■ **TASK TO CARRY OUT**: In your output, repeat each entry exactly and include no pictures.

Data records
※ ※ ※
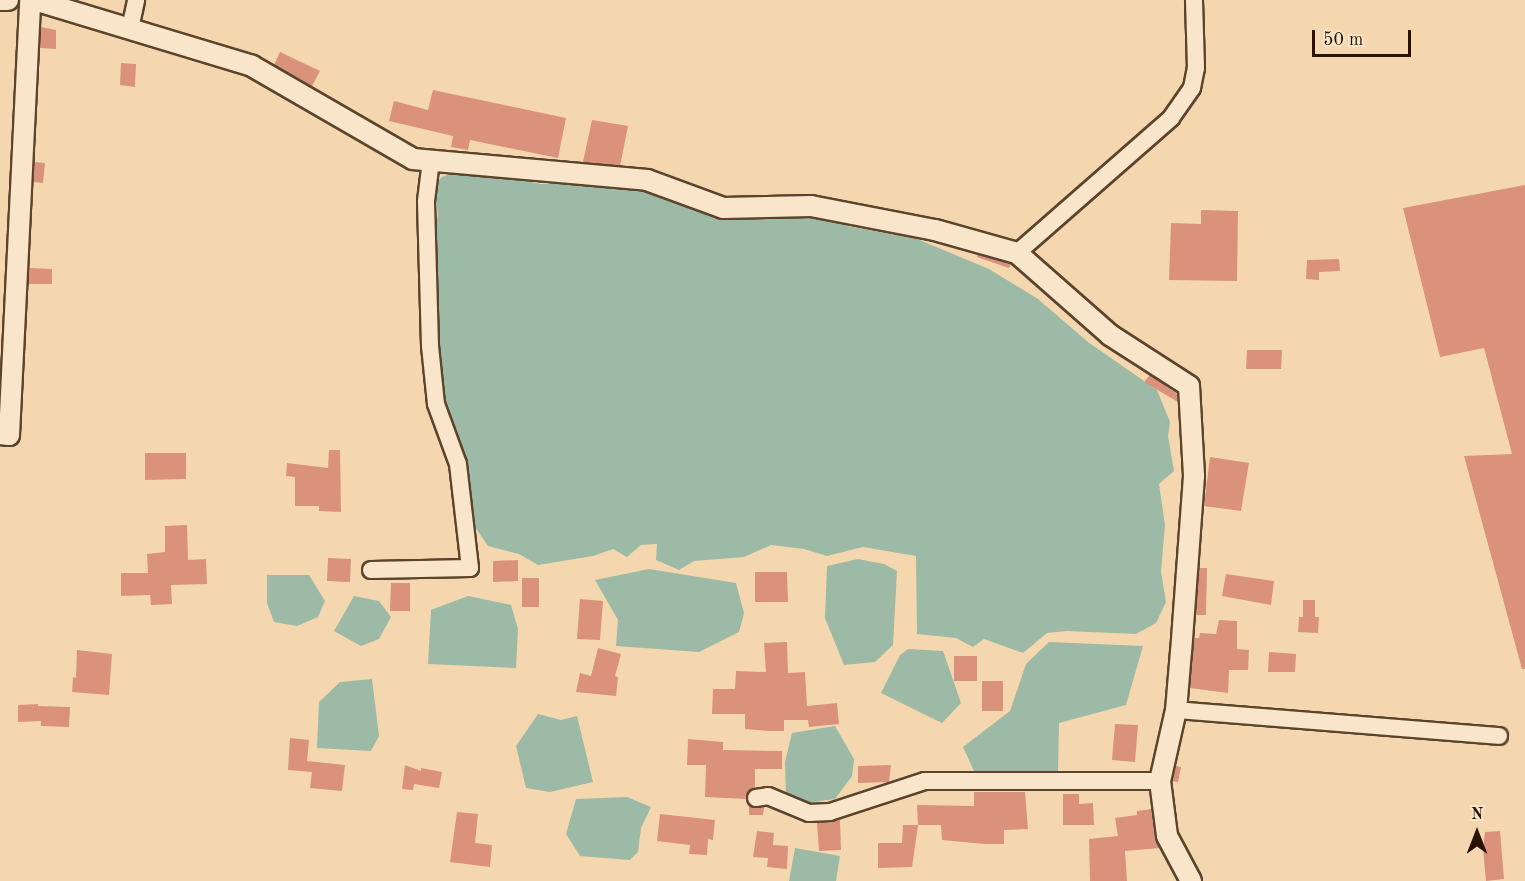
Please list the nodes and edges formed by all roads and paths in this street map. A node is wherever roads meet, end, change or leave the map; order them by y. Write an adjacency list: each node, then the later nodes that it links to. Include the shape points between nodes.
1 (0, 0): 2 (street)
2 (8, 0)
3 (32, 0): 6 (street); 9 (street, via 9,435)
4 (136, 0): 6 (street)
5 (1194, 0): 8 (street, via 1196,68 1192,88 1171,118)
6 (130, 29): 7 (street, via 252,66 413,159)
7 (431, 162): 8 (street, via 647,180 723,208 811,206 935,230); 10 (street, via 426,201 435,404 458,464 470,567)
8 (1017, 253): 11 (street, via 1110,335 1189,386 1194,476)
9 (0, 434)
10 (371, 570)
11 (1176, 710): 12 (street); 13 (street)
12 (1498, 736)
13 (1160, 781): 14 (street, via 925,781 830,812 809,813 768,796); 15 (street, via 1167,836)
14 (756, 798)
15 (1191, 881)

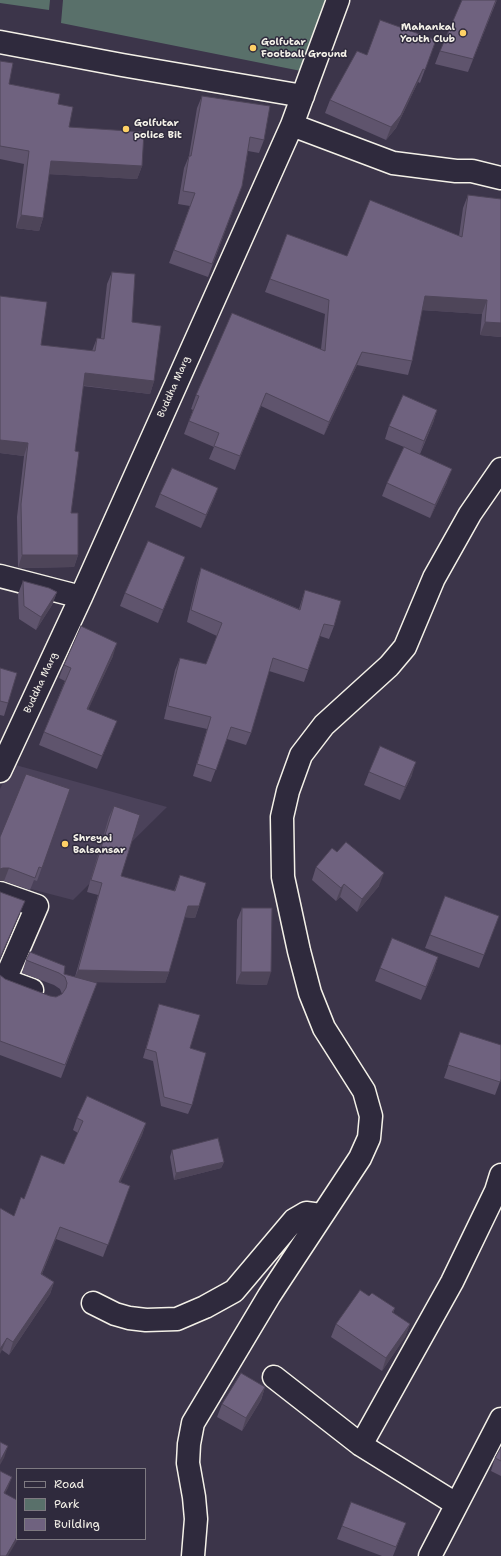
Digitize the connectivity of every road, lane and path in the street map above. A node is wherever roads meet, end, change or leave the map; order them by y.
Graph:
※ ※ ※
■ **RESPONSE TO THIS EXERCISE**:
Please list the nodes and edges formed by all roads and paths in this street map. A node is wherever roads meet, end, change or leave the map; order them by y. Write an adjacency list: each node, then the later nodes that it links to. Include the shape points between nodes.
1 (0, 0): 2 (street)
2 (8, 0)
3 (32, 0): 6 (street); 9 (street, via 9,435)
4 (136, 0): 6 (street)
5 (1194, 0): 8 (street, via 1196,68 1192,88 1171,118)
6 (130, 29): 7 (street, via 252,66 413,159)
7 (431, 162): 8 (street, via 647,180 723,208 811,206 935,230); 10 (street, via 426,201 435,404 458,464 470,567)
8 (1017, 253): 11 (street, via 1110,335 1189,386 1194,476)
9 (0, 434)
10 (371, 570)
11 (1176, 710): 12 (street); 13 (street)
12 (1498, 736)
13 (1160, 781): 14 (street, via 925,781 830,812 809,813 768,796); 15 (street, via 1167,836)
14 (756, 798)
15 (1191, 881)

Digitize the connectivity of every road, lane and path in the street map above. A node is wherever roads meet, end, change or leave the map; order them by y.
Graph:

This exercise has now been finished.